◆ **Work to be completed**: All entries must be repeated exactly; do not include the pictures.

◆ **Data under study**:
»»

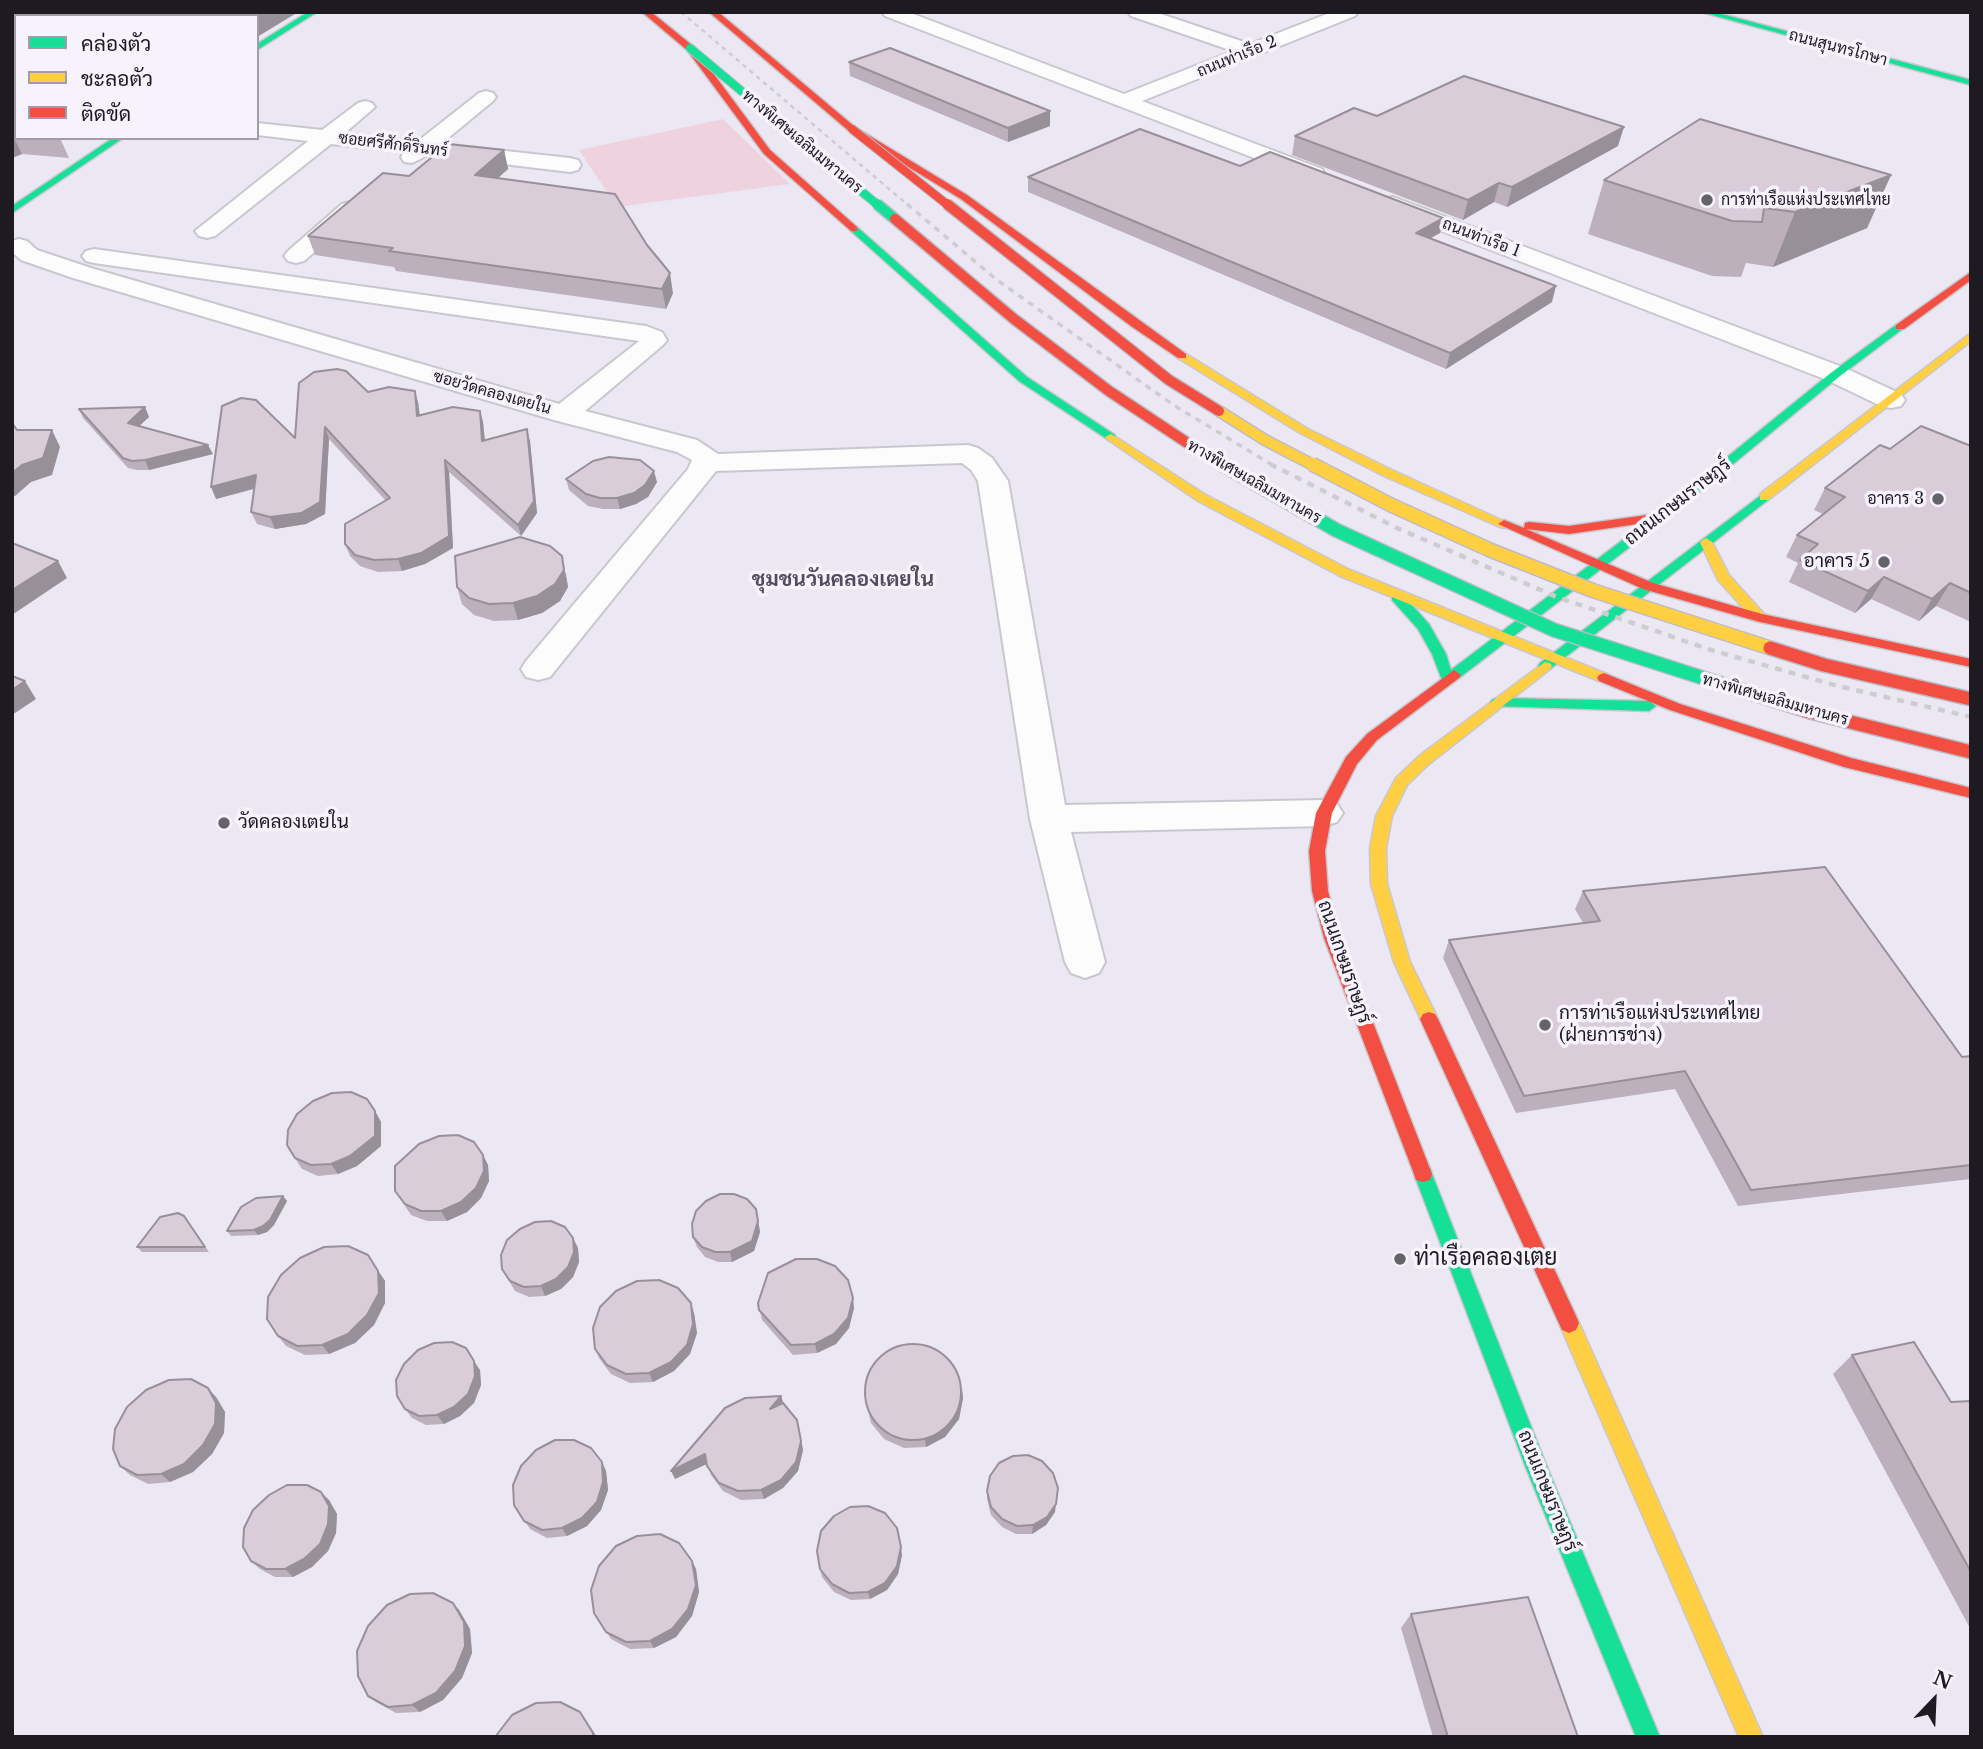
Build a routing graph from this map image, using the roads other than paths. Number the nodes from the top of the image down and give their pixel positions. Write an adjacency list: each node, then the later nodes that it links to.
1 (313, 12): 9 (main road)
2 (646, 12): 10 (main road, ทางพิเศษเฉลิมมหานคร)
3 (713, 12): 18 (main road)
4 (891, 12): 15 (street)
5 (1137, 12): 11 (street)
6 (1349, 12): 11 (street, ถนนท่าเรือ 2)
7 (1705, 12): 13 (main road, ถนนสุนทรโกษา)
8 (1756, 12): 12 (main road, ถนนสุนทรโกษา)
9 (259, 47)
10 (690, 48): 42 (main road, bridge); 52 (main road, ทางพิเศษเฉลิมมหานคร, bridge)
11 (1251, 51): 15 (street, ถนนท่าเรือ 2)
12 (1971, 69)
13 (1971, 83)
14 (486, 97): 21 (street)
15 (1125, 101): 24 (street)
16 (365, 107): 19 (street)
17 (259, 129): 19 (street, ซอยศรีศักดิ์รินทร์)
18 (852, 129): 38 (main road, bridge); 49 (main road, bridge)
19 (325, 136): 21 (street, ซอยศรีศักดิ์รินทร์); 28 (street)
20 (116, 140): 27 (main road)
21 (422, 148): 22 (street, ซอยศรีศักดิ์รินทร์); 23 (street)
22 (570, 165)
23 (391, 174)
24 (1330, 180)
25 (371, 192): 30 (street)
26 (1368, 194): 33 (street, ถนนท่าเรือ 1)
27 (12, 210)
28 (206, 231)
29 (16, 245): 35 (street, ซอยวัดคลองเตยใน); 35 (street)
30 (296, 256)
31 (1971, 275): 33 (main road, ถนนเกษมราษฎร์)
32 (1971, 336): 34 (main road)
33 (1836, 373): 34 (street, ถนนท่าเรือ 1); 37 (main road, ถนนเกษมราษฎร์)
34 (1891, 400): 39 (main road)
35 (564, 414): 36 (street, ซอยวัดคลองเตยใน)
36 (706, 463): 47 (street); 55 (street)
37 (1661, 517): 38 (main road); 40 (main road, ถนนเกษมราษฎร์)
38 (1499, 522): 40 (main road)
39 (1706, 542): 41 (main road); 43 (main road)
40 (1596, 565): 41 (main road); 44 (main road, ถนนเกษมราษฎร์)
41 (1648, 586): 43 (main road); 45 (main road)
42 (1394, 594): 44 (main road); 48 (main road)
43 (1760, 618): 46 (main road)
44 (1501, 638): 45 (main road); 48 (main road, ถนนเกษมราษฎร์)
45 (1552, 659): 50 (main road); 51 (main road)
46 (1971, 663)
47 (538, 669)
48 (1447, 677): 54 (main road, ถนนเกษมราษฎร์)
49 (1971, 699)
50 (1497, 703): 51 (main road); 58 (main road)
51 (1675, 707): 53 (main road)
52 (1971, 752)
53 (1971, 793)
54 (1324, 813): 55 (street); 57 (main road, ถนนเกษมราษฎร์)
55 (1049, 819): 56 (street)
56 (1085, 962)
57 (1648, 1737)
58 (1751, 1737)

««

◆ **Response box**:
Build a routing graph from this map image, using the roads other than paths. Number the nodes from the top of the image down and give their pixel positions. Write an adjacency list: each node, then the later nodes that it links to.
1 (313, 12): 9 (main road)
2 (646, 12): 10 (main road, ทางพิเศษเฉลิมมหานคร)
3 (713, 12): 18 (main road)
4 (891, 12): 15 (street)
5 (1137, 12): 11 (street)
6 (1349, 12): 11 (street, ถนนท่าเรือ 2)
7 (1705, 12): 13 (main road, ถนนสุนทรโกษา)
8 (1756, 12): 12 (main road, ถนนสุนทรโกษา)
9 (259, 47)
10 (690, 48): 42 (main road, bridge); 52 (main road, ทางพิเศษเฉลิมมหานคร, bridge)
11 (1251, 51): 15 (street, ถนนท่าเรือ 2)
12 (1971, 69)
13 (1971, 83)
14 (486, 97): 21 (street)
15 (1125, 101): 24 (street)
16 (365, 107): 19 (street)
17 (259, 129): 19 (street, ซอยศรีศักดิ์รินทร์)
18 (852, 129): 38 (main road, bridge); 49 (main road, bridge)
19 (325, 136): 21 (street, ซอยศรีศักดิ์รินทร์); 28 (street)
20 (116, 140): 27 (main road)
21 (422, 148): 22 (street, ซอยศรีศักดิ์รินทร์); 23 (street)
22 (570, 165)
23 (391, 174)
24 (1330, 180)
25 (371, 192): 30 (street)
26 (1368, 194): 33 (street, ถนนท่าเรือ 1)
27 (12, 210)
28 (206, 231)
29 (16, 245): 35 (street, ซอยวัดคลองเตยใน); 35 (street)
30 (296, 256)
31 (1971, 275): 33 (main road, ถนนเกษมราษฎร์)
32 (1971, 336): 34 (main road)
33 (1836, 373): 34 (street, ถนนท่าเรือ 1); 37 (main road, ถนนเกษมราษฎร์)
34 (1891, 400): 39 (main road)
35 (564, 414): 36 (street, ซอยวัดคลองเตยใน)
36 (706, 463): 47 (street); 55 (street)
37 (1661, 517): 38 (main road); 40 (main road, ถนนเกษมราษฎร์)
38 (1499, 522): 40 (main road)
39 (1706, 542): 41 (main road); 43 (main road)
40 (1596, 565): 41 (main road); 44 (main road, ถนนเกษมราษฎร์)
41 (1648, 586): 43 (main road); 45 (main road)
42 (1394, 594): 44 (main road); 48 (main road)
43 (1760, 618): 46 (main road)
44 (1501, 638): 45 (main road); 48 (main road, ถนนเกษมราษฎร์)
45 (1552, 659): 50 (main road); 51 (main road)
46 (1971, 663)
47 (538, 669)
48 (1447, 677): 54 (main road, ถนนเกษมราษฎร์)
49 (1971, 699)
50 (1497, 703): 51 (main road); 58 (main road)
51 (1675, 707): 53 (main road)
52 (1971, 752)
53 (1971, 793)
54 (1324, 813): 55 (street); 57 (main road, ถนนเกษมราษฎร์)
55 (1049, 819): 56 (street)
56 (1085, 962)
57 (1648, 1737)
58 (1751, 1737)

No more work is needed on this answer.